Boeing has a strong vote of confidence for its Max program when closing its 2018 order book. It remains to be seen if Boeing will add to that total until final sales numbers are posted on its website. Green Africa, as mentioned before prior to this blog, it ordered 50 firm orders and 50 options for the 737 Max and then flyadeal reported its own 30 Max with 20 options.

What this means, Boeing has turned a previous Airbus customer, "flyadeal", into a Boeing customer. This becomes a strong Vote Of Confidence (VOC) for Boeing heading into 2019. The backdrop for these announcements is the Lion Air 737 crash that killed all its 189 passengers. The owner of Lion Air has rebuked Boeing by canceling its order book with the manufacturer. It looks like Boeing has almost replaced those Lion Air outstanding orders since the "accident". More importantly, airlines who are considering a 737 in light of the Lion Air accident are ordering the Boeing single-aisle over an Airbus consideration.

That in itself is a positive signal that Boeing has emphatically beat back any loss of customers in the head to head battle outside of Lion Air's cancelations. Boeing can move past this accident even as the final report on the incident has not yet been published. It appears Boeing has taken corrective actions for mitigating any misunderstandings from lack of sensor situational awareness or how to control a failure under a similar Lion Air mishap scenario it had experienced. 

It appears Lion Air knew of the unairworthy condition and did not seek assistance from Boeing on how to address the problems from its previous Max flights for the same Lion Air aircraft. The lack for Lion Air including Boeing on the perceived fault it had encountered, suggests a failure by only Lion air to include all remedies from its own experienced problem. It has fallen on the sward of its own incompetence.

Boeing cannot assume the responsibility of others when others act in an unprofessional manner which leads to a catastrophic aviation incident. Based on the scant public information reported on this crash it is natural to observe Lion Air cannot make a case when it has not addressed its own professional responsibility when knowing an aircraft had a flight problem beforehand and did not include the manufacturer with this problem as the problem exceeded beyond a mere maintenance issue having great consequences.

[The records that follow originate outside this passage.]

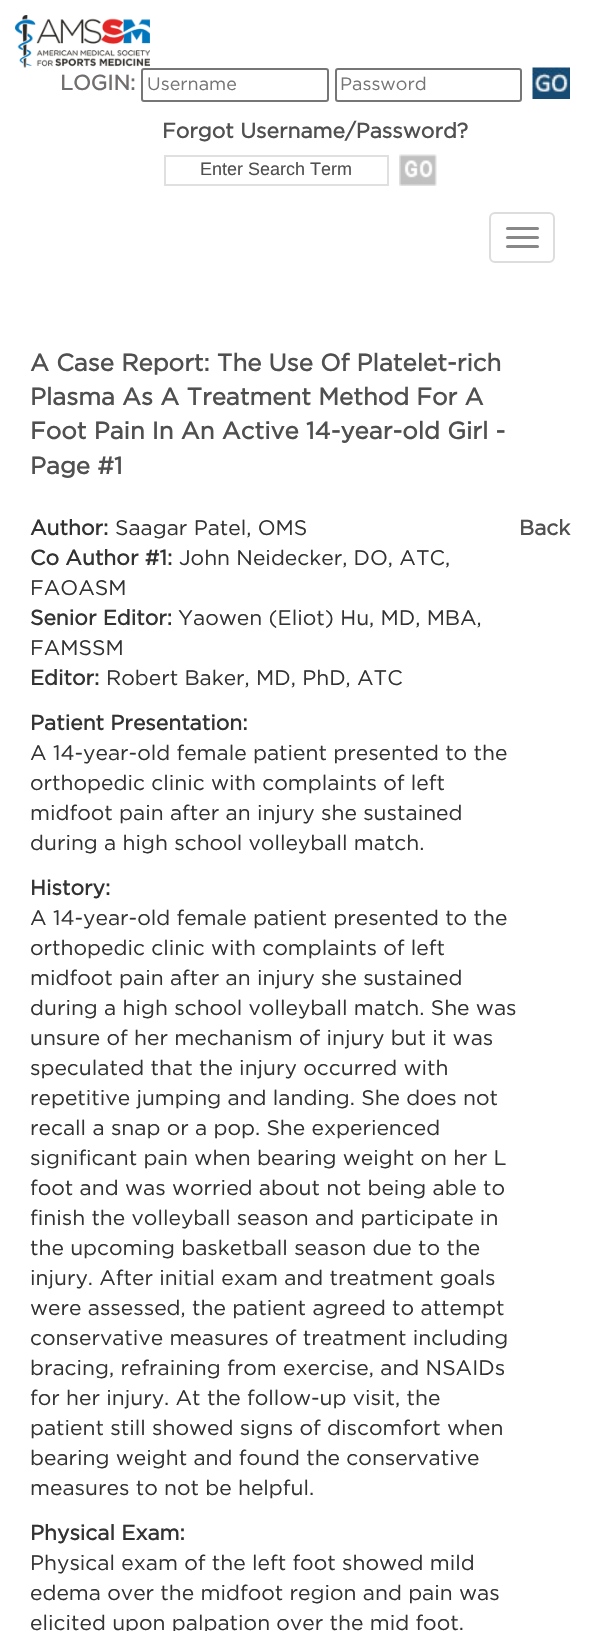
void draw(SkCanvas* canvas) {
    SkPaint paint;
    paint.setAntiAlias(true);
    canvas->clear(0xFFFFFFFF);
    canvas->drawImageRect(SkImages::DeferredFromEncodedData(SkData::MakeFromFileName("img1.png")), SkRect::MakeXYWH(15, 15, 135, 53), SkSamplingOptions());
    SkFont font1(fontMgr->matchFamilyStyle("Gotham", SkFontStyle::Bold()), 21);
    font1.setSubpixel(true);
    paint.setColor(0xFF726E6E);
    canvas->drawString("LOGIN:", 60, 90, font1, paint);
    paint.setStyle(SkPaint::kStroke_Style);
    paint.setStrokeWidth(2);
    paint.setColor(0xFF767676);
    canvas->drawRoundRect(SkRect::MakeXYWH(142, 69, 186, 32), 2, 2, paint);
    SkFont font2(fontMgr->matchFamilyStyle("Gotham", SkFontStyle::Normal()), 18);
    font2.setSubpixel(true);
    paint.setStyle(SkPaint::kFill_Style);
    paint.setColor(0xFF757575);
    canvas->drawString("Username", 147, 90, font2, paint);
    paint.setStyle(SkPaint::kStroke_Style);
    paint.setColor(0xFF767676);
    canvas->drawRoundRect(SkRect::MakeXYWH(336, 69, 185, 32), 2, 2, paint);
    paint.setStyle(SkPaint::kFill_Style);
    paint.setColor(0xFF757575);
    canvas->drawString("Password", 340, 90, font2, paint);
    canvas->drawImageRect(SkImages::DeferredFromEncodedData(SkData::MakeFromFileName("img2.png")), SkRect::MakeXYWH(532, 67, 38, 32), SkSamplingOptions());
    paint.setColor(0xFF505050);
    canvas->drawString("Forgot Username/Password?", 162, 138, font1, paint);
    paint.setStyle(SkPaint::kStroke_Style);
    paint.setColor(0xFFE0E0E0);
    canvas->drawRect(SkRect::MakeXYWH(165, 156, 223, 29), paint);
    SkFont font3(fontMgr->matchFamilyStyle("Liberation Sans", SkFontStyle::Normal()), 18);
    font3.setSubpixel(true);
    paint.setStyle(SkPaint::kFill_Style);
    paint.setColor(0xFF505050);
    canvas->drawString("Enter Search Term", 200, 175, font3, paint);
    canvas->drawImageRect(SkImages::DeferredFromEncodedData(SkData::MakeFromFileName("img3.png")), SkRect::MakeXYWH(399, 154, 38, 32), SkSamplingOptions());
    paint.setStyle(SkPaint::kStroke_Style);
    paint.setColor(0xFFDDDDDD);
    canvas->drawRoundRect(SkRect::MakeXYWH(490, 213, 64, 49), 5, 5, paint);
    paint.setStyle(SkPaint::kFill_Style);
    paint.setColor(0xFF888888);
    canvas->drawRoundRect(SkRect::MakeXYWH(506, 227, 33, 3), 1.5f, 1.5f, paint);
    canvas->drawRoundRect(SkRect::MakeXYWH(506, 236, 33, 3), 1.5f, 1.5f, paint);
    canvas->drawRoundRect(SkRect::MakeXYWH(506, 245, 33, 3), 1.5f, 1.5f, paint);
    SkFont font4(fontMgr->matchFamilyStyle("Gotham", SkFontStyle::Bold()), 24);
    font4.setSubpixel(true);
    paint.setColor(0xFF505050);
    canvas->drawString("A Case Report: The Use Of Platelet-rich", 30, 371, font4, paint);
    canvas->drawString("Plasma As A Treatment Method For A", 30, 405, font4, paint);
    canvas->drawString("Foot Pain In An Active 14-year-old Girl -", 30, 439, font4, paint);
    canvas->drawString("Page #1", 30, 474, font4, paint);
    paint.setColor(0xFF333333);
    canvas->drawString("Author:", 30, 535, font1, paint);
    SkFont font5(fontMgr->matchFamilyStyle("Gotham", SkFontStyle::Normal()), 21);
    font5.setSubpixel(true);
    canvas->drawString("Saagar Patel, OMS", 115, 535, font5, paint);
    canvas->drawString("Co Author #1:", 30, 565, font1, paint);
    canvas->drawString("John Neidecker, DO, ATC,", 179, 565, font5, paint);
    canvas->drawString("FAOASM", 30, 595, font5, paint);
    canvas->drawString("Senior Editor:", 30, 625, font1, paint);
    canvas->drawString("Yaowen (Eliot) Hu, MD, MBA,", 178, 625, font5, paint);
    canvas->drawString("FAMSSM", 30, 655, font5, paint);
    canvas->drawString("Editor:", 30, 685, font1, paint);
    canvas->drawString("Robert Baker, MD, PhD, ATC", 106, 685, font5, paint);
    canvas->drawString("Patient Presentation:", 30, 730, font1, paint);
    canvas->drawString("A 14-year-old female patient presented to the", 30, 760, font5, paint);
    canvas->drawString("orthopedic clinic with complaints of left", 30, 790, font5, paint);
    canvas->drawString("midfoot pain after an injury she sustained", 30, 820, font5, paint);
    canvas->drawString("during a high school volleyball match.", 30, 850, font5, paint);
    canvas->drawString("History:", 30, 895, font1, paint);
    canvas->drawString("A 14-year-old female patient presented to the", 30, 925, font5, paint);
    canvas->drawString("orthopedic clinic with complaints of left", 30, 955, font5, paint);
    canvas->drawString("midfoot pain after an injury she sustained", 30, 985, font5, paint);
    canvas->drawString("during a high school volleyball match. She was", 30, 1015, font5, paint);
    canvas->drawString("unsure of her mechanism of injury but it was", 30, 1045, font5, paint);
    canvas->drawString("speculated that the injury occurred with", 30, 1075, font5, paint);
    canvas->drawString("repetitive jumping and landing. She does not", 30, 1105, font5, paint);
    canvas->drawString("recall a snap or a pop. She experienced", 30, 1135, font5, paint);
    canvas->drawString("significant pain when bearing weight on her L", 30, 1165, font5, paint);
    canvas->drawString("foot and was worried about not being able to", 30, 1195, font5, paint);
    canvas->drawString("finish the volleyball season and participate in", 30, 1225, font5, paint);
    canvas->drawString("the upcoming basketball season due to the", 30, 1255, font5, paint);
    canvas->drawString("injury. After initial exam and treatment goals", 30, 1285, font5, paint);
    canvas->drawString("were assessed, the patient agreed to attempt", 30, 1315, font5, paint);
    canvas->drawString("conservative measures of treatment including", 30, 1345, font5, paint);
    canvas->drawString("bracing, refraining from exercise, and NSAIDs", 30, 1375, font5, paint);
    canvas->drawString("for her injury. At the follow-up visit, the", 30, 1405, font5, paint);
    canvas->drawString("patient still showed signs of discomfort when", 30, 1435, font5, paint);
    canvas->drawString("bearing weight and found the conservative", 30, 1465, font5, paint);
    canvas->drawString("measures to not be helpful.", 30, 1495, font5, paint);
    canvas->drawString("Physical Exam:", 30, 1540, font1, paint);
    canvas->drawString("Physical exam of the left foot showed mild", 30, 1570, font5, paint);
    canvas->drawString("edema over the midfoot region and pain was", 30, 1600, font5, paint);
    canvas->drawString("elicited upon palpation over the mid foot.", 30, 1630, font5, paint);
    paint.setColor(0xFF505050);
    canvas->drawString("Back", 519, 535, font1, paint);
}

The legal battle is to attack any defendant having the deepest pockets and that happens to be Boeing and not Lion Air. But the cause of the problem lies with Lion Air's confusion and its lack of gaining direction from Boeing who had not experienced this type of problem nor could foresee a problem of this nature coming.  

Lion Air made the decision to launch a flight of an unworthy aircraft full of passengers. Boeing is not excused but becomes more of a victim of Lion Air's own incompetence when it did not involve the maker declaring it an unworthy or "unflyable" 737 Max. Judging from reports, it failed to notify Boeing or solicit a resolution to make it a flight worthy aircraft before embarking on its final flight. 

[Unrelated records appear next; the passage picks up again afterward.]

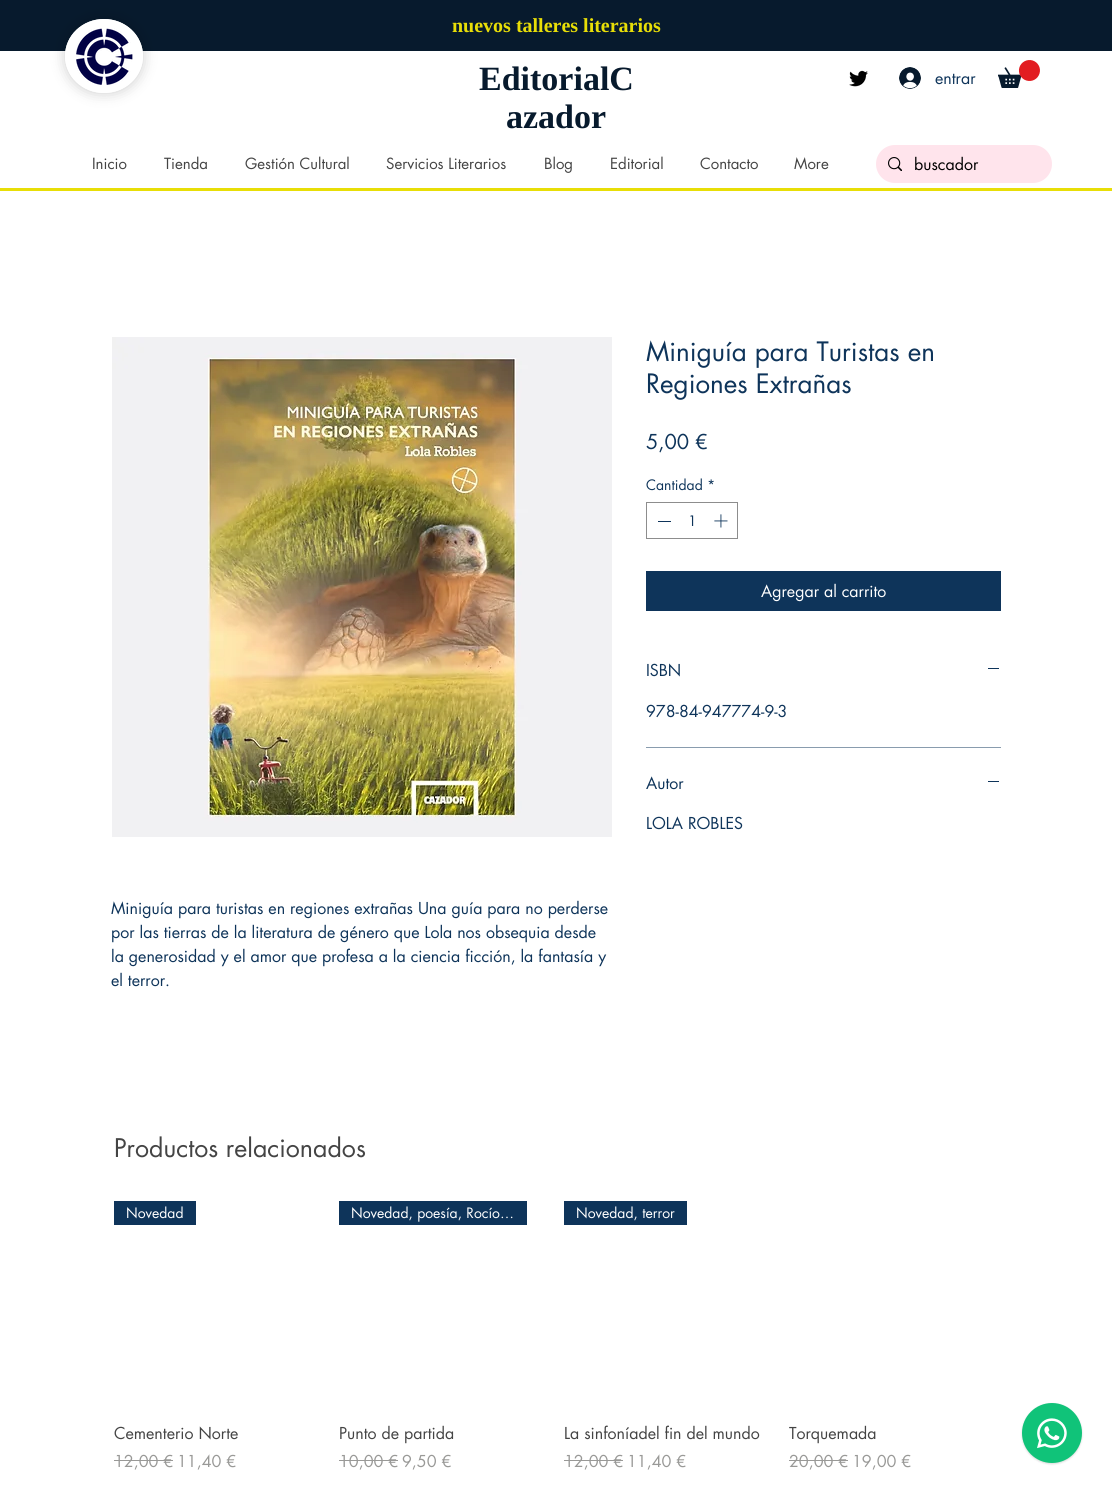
import math
import cairo

surface = cairo.ImageSurface(cairo.FORMAT_RGB24, 1112, 1493)
c = cairo.Context(surface)
options = cairo.FontOptions()
options.set_hint_metrics(cairo.HINT_METRICS_OFF)
options.set_hint_style(cairo.HINT_STYLE_NONE)
c.set_font_options(options)
c.set_miter_limit(4)
def C(code):
 c.set_source_rgb(*(v / 255 for v in bytes.fromhex(code[-6:])))
def F(family, size, italic, bold):
 c.select_font_face(family, cairo.FONT_SLANT_ITALIC if italic else cairo.FONT_SLANT_NORMAL, cairo.FONT_WEIGHT_BOLD if bold else cairo.FONT_WEIGHT_NORMAL)
 c.set_font_size(size)
def T(x, y, s):
 c.move_to(x, y)
 c.show_text(s)
def R(x, y, w, h):
 c.rectangle(x, y, w, h)
 c.fill()
def Q(x, y, w, h, r):
 c.new_sub_path()
 for i, (u, v) in enumerate([(x + w - r, y + h - r), (x + r, y + h - r), (x + r, y + r), (x + w - r, y + r)]):
  c.arc(u, v, r, i * math.pi / 2, (i + 1) * math.pi / 2)
 c.close_path()
def S(x, y, w, h, r, blur, alpha):
 c.push_group_with_content(cairo.CONTENT_ALPHA)
 c.set_operator(cairo.OPERATOR_SOURCE)
 for i in range(15, -16, -2):
  e = blur * i / 6
  if min(w, h) + 2 * e > 0:
   c.set_source_rgba(0, 0, 0, alpha * math.erfc((i - 1) / 8.5) / 2)
   Q(x - e, y - e, w + 2 * e, h + 2 * e, max(0, min(r + e + blur * .6, min(w, h) / 2 + e)))
   c.fill()
 c.mask(c.pop_group())
def I(path, x, y, w, h):
 c.save()
 c.set_source_surface(cairo.ImageSurface.create_from_png(path), x, y)
 c.rectangle(x, y, w, h)
 c.fill()
 c.restore()
C('ffffff')
c.paint()
C('071a2d')
R(0,0,1112,51)
C('000000')
S(65,19,78,74,37,7,.2)
C('ffffff')
c.new_path()
c.move_to(104,19)
c.curve_to(125.5,19,143,35.5,143,56)
c.curve_to(143,76.5,125.5,93,104,93)
c.curve_to(82.5,93,65,76.5,65,56)
c.curve_to(65,35.5,82.5,19,104,19)
c.close_path()
c.fill()
c.new_path()
c.move_to(104,21)
c.curve_to(124.5,21,141,36.5,141,56)
c.curve_to(141,75.5,124.5,91,104,91)
c.curve_to(83.5,91,67,75.5,67,56)
c.curve_to(67,36.5,83.5,21,104,21)
c.close_path()
c.set_line_width(4)
c.stroke()
I('1.png',76,28,57,57)
F('Liberation Serif',20,0,1)
C('e8de07')
T(452,32,'nuevos talleres literarios')
F('Liberation Serif',34,0,1)
C('071a2d')
T(479,90,'EditorialC')
T(506,128,'azador')
I('2.png',849,70,19,17)
I('3.png',899,67,22,22)
F('futura',16,0,0)
C('0e345a')
T(935,84,'entrar')
I('4.png',998,60,42,28)
F('futura',15,0,0)
C('444444')
T(92,169,'Inicio')
T(164,169,'Tienda')
T(245,169,'Gestión Cultural')
T(386,169,'Servicios Literarios')
T(544,169,'Blog')
T(610,169,'Editorial')
T(700,169,'Contacto')
T(794,169,'More')
C('ffe4ec')
Q(876,145,176,38,19)
c.fill()
I('5.png',888,157,14,14)
F('futura',16,0,0)
C('000000')
T(914,170,'buscador')
C('e8de07')
R(0,188,1112,3)
F('futura',26,0,0)
C('0e345a')
T(646,361,'Miniguía para Turistas en')
T(646,393,'Regiones Extrañas')
F('futura',20,0,0)
T(646,449,'5,00 €')
F('futura',14,0,0)
T(646,490,'Cantidad')
T(707,490,'*')
c.rectangle(646.5,502.5,91,36)
C('8d8d8d')
c.set_line_width(1)
c.stroke()
C('0e345a')
R(658,521,13,1)
T(688,526,'1')
I('6.png',714,514,14,14)
R(646,571,355,40)
F('futura',16,0,0)
C('ffffff')
T(761,597,'Agregar al carrito')
C('899cae')
R(646,747,355,1)
C('0e345a')
T(646,676,'ISBN')
R(988,668,11,1)
T(646,717,'978-84-947774-9-3')
T(646,789,'Autor')
R(988,781,11,1)
T(646,829,'LOLA ROBLES')
I('7.png',112,337,500,500)
T(111,914,'Miniguía para turistas en regiones extrañas Una guía para no perderse')
T(111,938,'por las tierras de la literatura de género que Lola nos obsequia desde')
T(111,962,'la generosidad y el amor que profesa a la ciencia ficción, la fantasía y')
T(111,986,'el terror.')
F('futura',25,0,0)
C('444444')
T(114,1157,'Productos relacionados')
C('0e345a')
R(114,1201,82,24)
F('futura',14,0,0)
C('ffffff')
T(126,1218,'Novedad')
F('futura',16,0,0)
C('444444')
T(114,1439,'Cementerio Norte')
C('999997')
T(114,1467,'12,00 €')
R(114,1460,59,1)
T(177,1467,'11,40 €')
C('0e345a')
R(339,1201,188,24)
F('futura',14,0,0)
C('ffffff')
T(351,1218,'Novedad, poesía, Rocío…')
F('futura',16,0,0)
C('444444')
T(339,1439,'Punto de partida')
C('999997')
T(339,1467,'10,00 €')
R(339,1460,59,1)
T(402,1467,'9,50 €')
C('0e345a')
R(564,1201,123,24)
F('futura',14,0,0)
C('ffffff')
T(576,1218,'Novedad, terror')
F('futura',16,0,0)
C('444444')
T(564,1439,'La sinfoníadel fin del mundo')
C('999997')
T(564,1467,'12,00 €')
R(564,1460,59,1)
T(627,1467,'11,40 €')
C('444444')
T(789,1439,'Torquemada')
C('999997')
T(789,1467,'20,00 €')
R(789,1460,59,1)
T(852,1467,'19,00 €')
C('000000')
S(1022,1404,60,60,30,1,.15)
C('10c379')
c.arc(1052,1433,30,0,2 * math.pi)
c.fill()
I('8.png',1037,1418,30,31)
surface.write_to_png('o.png')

The Lion Air problem is systemic from the top down. The crash could have and should have been prevented if a sound procedural protocol existed and prevented this questioned  737 Max from even flying until all problematic flight conditions were resolved.

Customers who are now signing/firming for 737 Max orders have had time to digest this implication and are now ordering in the face of Lion Air's 737 Max crash that killed all 189 of its passengers. The VOC has made its round trip complete for Boeing with these recent orders.

Lion Air has Failed to "Assume Responsibility Forward To Boeing With This Crash"! In the face of known problems and lack of airworthiness of this one Max aircraft it owned. Lion Air owns this traject mishap.